The 1950s to 1980s
After the end of World War II, the U.S. economy grew.
- 1946-1949: The Government collected enough in taxes and other fees so that there was more money than needed to pay for programs - meaning that there was a budget surplus. Even with that surplus, the debt remained large - never falling below $250 billion.
- 1950: The U.S. got involved in the Korean War. This caused growth in military spending, but the debt only grew a small amount.
- 1960s: The U.S. debt increased a great deal as the Government started many new programs to help the poor, improve education, and provide better transportation. There were also programs to fight crime and drug abuse, as well as end racial discrimination. The U.S. also took part in the Vietnam War. The debt increased to $382.6 billion by 1960.
- 1970s: Debt continued to grow as receipts failed to keep up with spending.
- The economy also faced quickly increasing gas and oil prices, and rising inflation (an increase in prices for the things you buy).

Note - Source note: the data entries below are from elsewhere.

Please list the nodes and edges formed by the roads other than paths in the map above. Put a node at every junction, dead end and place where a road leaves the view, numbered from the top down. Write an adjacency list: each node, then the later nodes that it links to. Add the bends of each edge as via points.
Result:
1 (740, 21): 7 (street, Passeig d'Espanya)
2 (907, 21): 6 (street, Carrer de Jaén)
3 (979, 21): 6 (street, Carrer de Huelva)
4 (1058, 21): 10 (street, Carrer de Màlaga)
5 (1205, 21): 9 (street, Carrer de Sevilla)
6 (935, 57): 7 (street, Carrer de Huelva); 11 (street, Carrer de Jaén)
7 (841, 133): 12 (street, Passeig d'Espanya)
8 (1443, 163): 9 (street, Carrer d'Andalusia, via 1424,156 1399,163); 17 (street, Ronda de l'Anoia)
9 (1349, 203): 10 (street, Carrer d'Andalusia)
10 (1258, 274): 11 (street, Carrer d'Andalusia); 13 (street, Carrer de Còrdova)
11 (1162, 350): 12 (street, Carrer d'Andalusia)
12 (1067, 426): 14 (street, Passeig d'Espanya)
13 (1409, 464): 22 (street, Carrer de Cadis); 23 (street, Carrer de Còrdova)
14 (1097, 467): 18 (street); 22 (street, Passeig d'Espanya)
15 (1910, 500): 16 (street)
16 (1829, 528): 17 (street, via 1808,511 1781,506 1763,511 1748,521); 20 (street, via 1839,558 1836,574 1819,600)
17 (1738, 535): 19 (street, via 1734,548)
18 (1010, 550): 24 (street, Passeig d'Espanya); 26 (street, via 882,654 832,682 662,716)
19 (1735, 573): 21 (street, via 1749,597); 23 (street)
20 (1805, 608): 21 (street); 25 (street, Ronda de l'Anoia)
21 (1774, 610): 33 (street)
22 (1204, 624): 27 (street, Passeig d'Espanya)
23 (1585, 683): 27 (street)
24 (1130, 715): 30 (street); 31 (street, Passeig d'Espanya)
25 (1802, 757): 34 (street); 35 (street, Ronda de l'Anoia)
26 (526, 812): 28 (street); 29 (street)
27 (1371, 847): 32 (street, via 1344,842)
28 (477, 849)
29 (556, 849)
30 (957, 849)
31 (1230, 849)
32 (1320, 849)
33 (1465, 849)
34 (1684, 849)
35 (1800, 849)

By 1979, the debt reached more than $845 billion. During the 1970s, the amount of the Government’s debt sold to foreign governments increased a great deal. By 1973, foreign governments owned $28.5 billion of the U.S. Government’s debt.
- 1980s: Debt continued to grow and reached nearly $3 trillion by 1989. Personal debt also grew during this period. People borrowed more money from banks to buy houses and began to rely on credit cards to buy the things they wanted.
- 1946-1949 - The U.S. had a budget surplus.
- 1950 - The U.S. enters the Korean War.
- 1960 - Debt increases to $382.6 Billion.
- 1979 - The debt reached more than $845 billion.
- 1989 - The debt reached nearly $3 trillion.